**EXERCISE DESCRIPTION**
Pictures do not belong in the copy; quote every entry below exactly.

**DATA SUPPLIED**
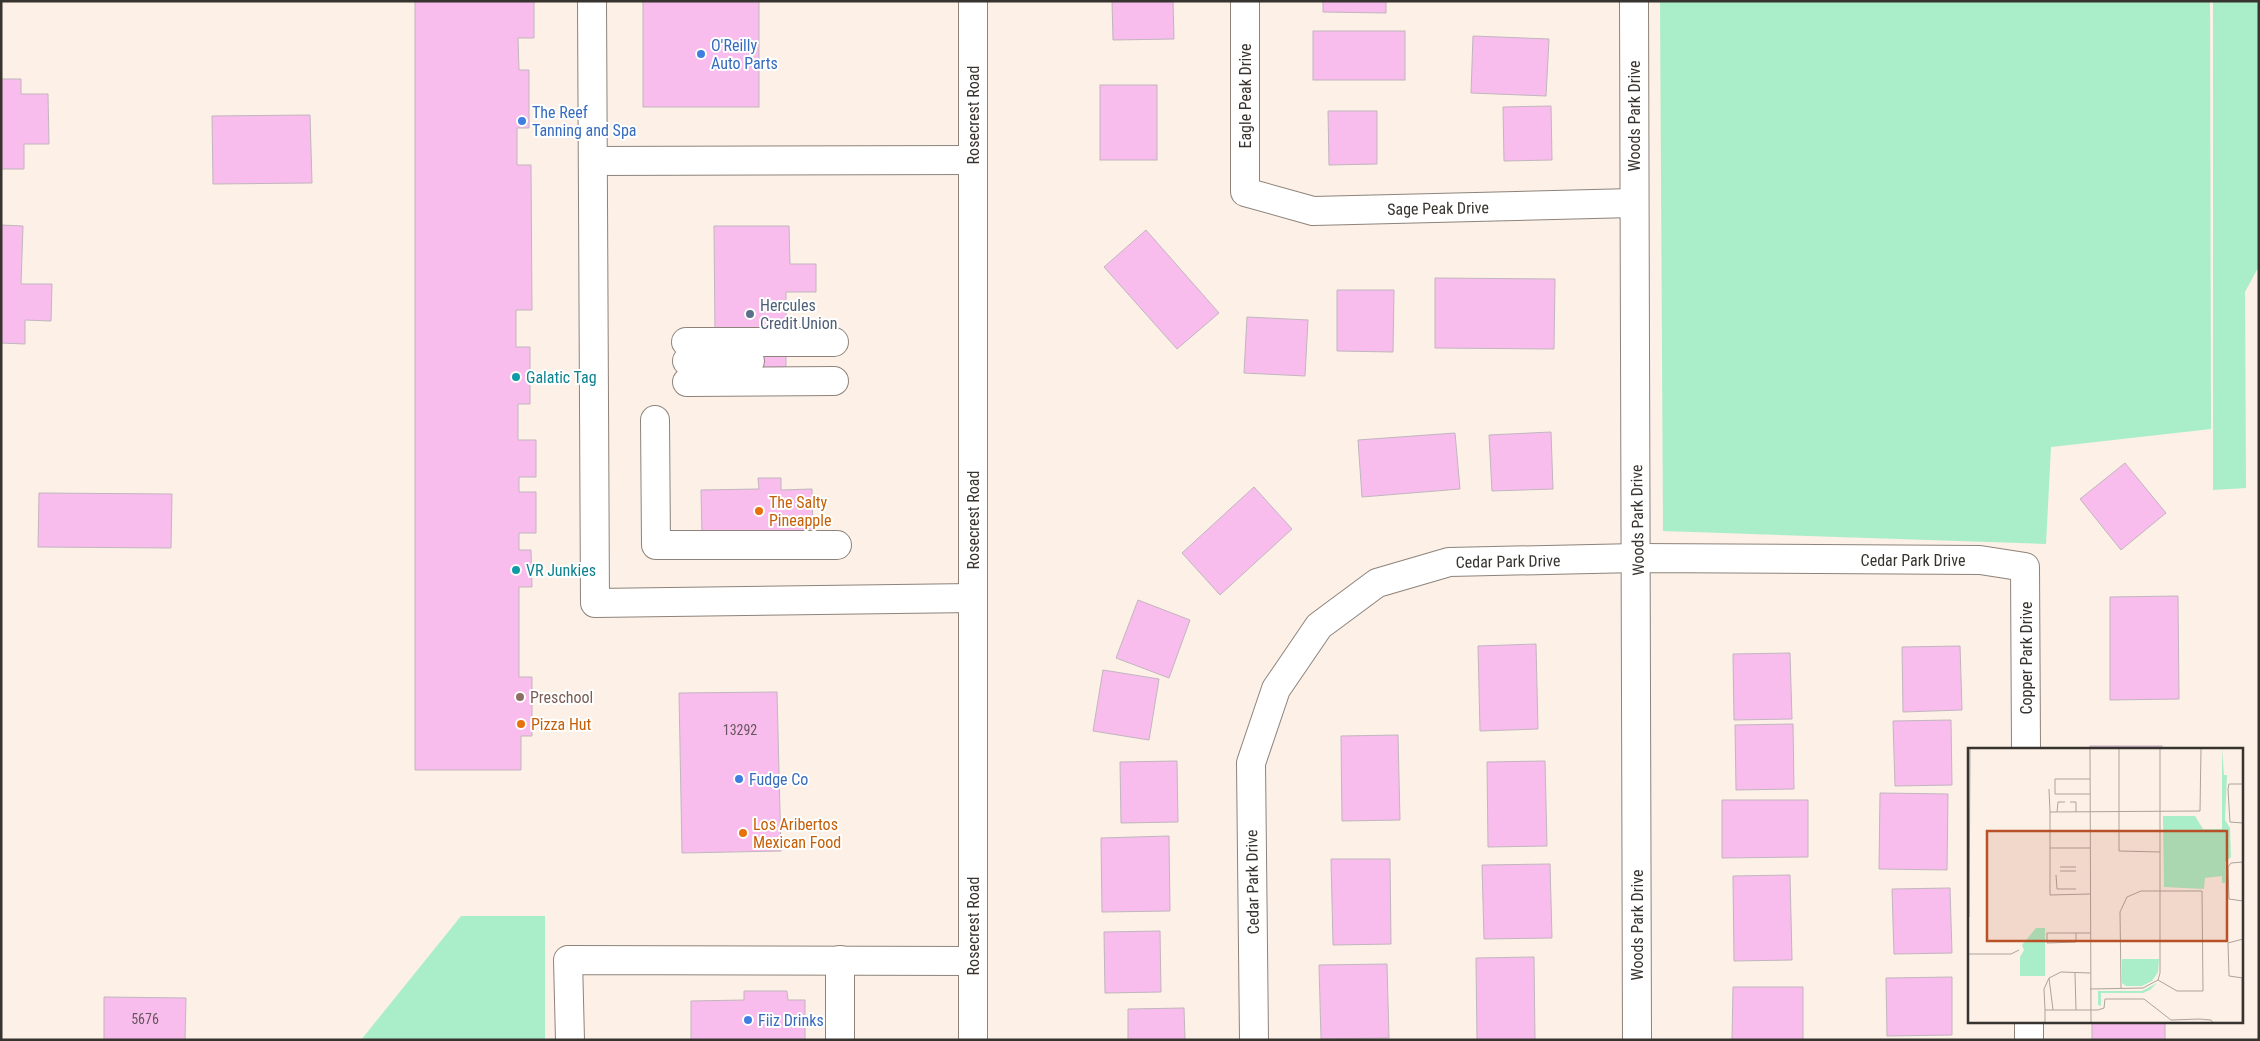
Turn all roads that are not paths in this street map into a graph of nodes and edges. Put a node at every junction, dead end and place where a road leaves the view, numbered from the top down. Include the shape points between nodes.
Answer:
1 (592, 1) edge
2 (973, 1) edge
3 (1245, 1) edge
4 (1634, 1) edge
5 (973, 160) junction
6 (593, 161) junction
7 (1245, 192) joint
8 (1633, 203) junction
9 (834, 361) joint
10 (655, 420) dead end
11 (837, 545) dead end
12 (1637, 558) junction
13 (2025, 567) joint
14 (973, 598) junction
15 (2026, 748) edge
16 (840, 960) junction
17 (973, 961) junction
18 (2029, 1024) edge
19 (570, 1040) edge
20 (840, 1040) edge
21 (973, 1040) edge
22 (1254, 1040) edge
23 (1637, 1040) edge
24 (2029, 1040) edge

1 - 6 street
2 - 5 street, Rosecrest Road
3 - 7 street, Eagle Peak Drive
4 - 8 street, Woods Park Drive
5 - 6 street
5 - 14 street, Rosecrest Road
6 - 14 street via 595,603
7 - 8 street, Sage Peak Drive via 1313,211
8 - 12 street, Woods Park Drive
9 - 9 street via 686,362
10 - 11 street via 656,545
12 - 13 street, Cedar Park Drive via 1980,560
12 - 22 street, Cedar Park Drive via 1448,562 1377,583 1319,626 1276,689 1251,763
12 - 23 street, Woods Park Drive
13 - 15 street, Copper Park Drive
14 - 17 street, Rosecrest Road
16 - 17 street
16 - 19 street via 568,960
16 - 20 street
17 - 21 street, Rosecrest Road
18 - 24 street

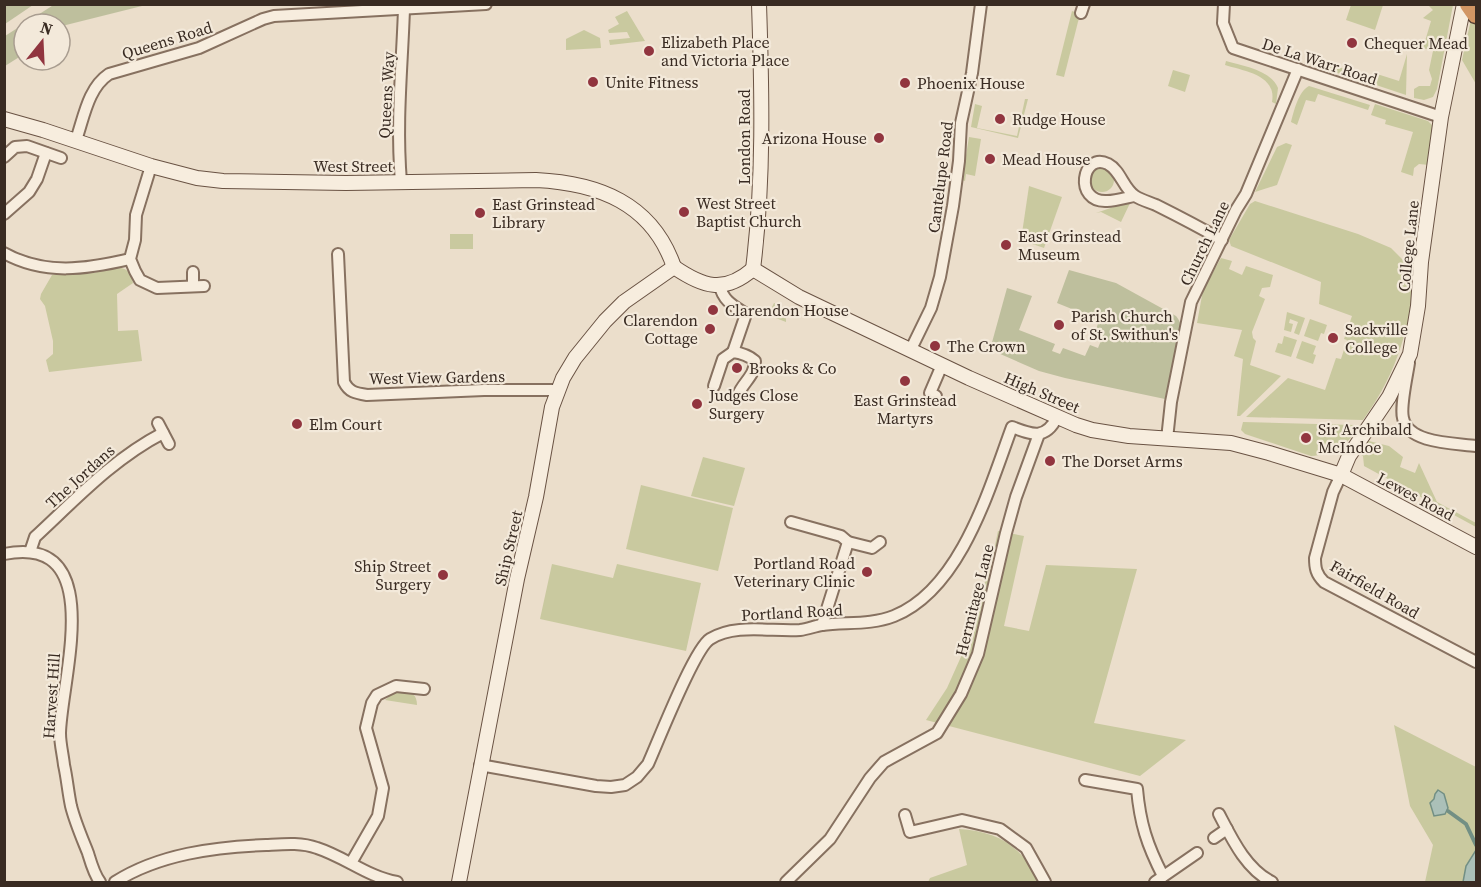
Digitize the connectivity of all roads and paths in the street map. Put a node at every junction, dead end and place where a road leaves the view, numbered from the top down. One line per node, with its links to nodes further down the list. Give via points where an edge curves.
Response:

**YOUR SOLUTION**
Turn all roads that are not paths in this street map into a graph of nodes and edges. Put a node at every junction, dead end and place where a road leaves the view, numbered from the top down. Include the shape points between nodes.
Answer:
1 (592, 1) edge
2 (973, 1) edge
3 (1245, 1) edge
4 (1634, 1) edge
5 (973, 160) junction
6 (593, 161) junction
7 (1245, 192) joint
8 (1633, 203) junction
9 (834, 361) joint
10 (655, 420) dead end
11 (837, 545) dead end
12 (1637, 558) junction
13 (2025, 567) joint
14 (973, 598) junction
15 (2026, 748) edge
16 (840, 960) junction
17 (973, 961) junction
18 (2029, 1024) edge
19 (570, 1040) edge
20 (840, 1040) edge
21 (973, 1040) edge
22 (1254, 1040) edge
23 (1637, 1040) edge
24 (2029, 1040) edge

1 - 6 street
2 - 5 street, Rosecrest Road
3 - 7 street, Eagle Peak Drive
4 - 8 street, Woods Park Drive
5 - 6 street
5 - 14 street, Rosecrest Road
6 - 14 street via 595,603
7 - 8 street, Sage Peak Drive via 1313,211
8 - 12 street, Woods Park Drive
9 - 9 street via 686,362
10 - 11 street via 656,545
12 - 13 street, Cedar Park Drive via 1980,560
12 - 22 street, Cedar Park Drive via 1448,562 1377,583 1319,626 1276,689 1251,763
12 - 23 street, Woods Park Drive
13 - 15 street, Copper Park Drive
14 - 17 street, Rosecrest Road
16 - 17 street
16 - 19 street via 568,960
16 - 20 street
17 - 21 street, Rosecrest Road
18 - 24 street

Digitize the connectivity of all roads and paths in the street map. Put a node at every junction, dead end and place where a road leaves the view, numbered from the top down. One line per node, with its links to nodes further down the list. Give via points where an edge curves.
Response:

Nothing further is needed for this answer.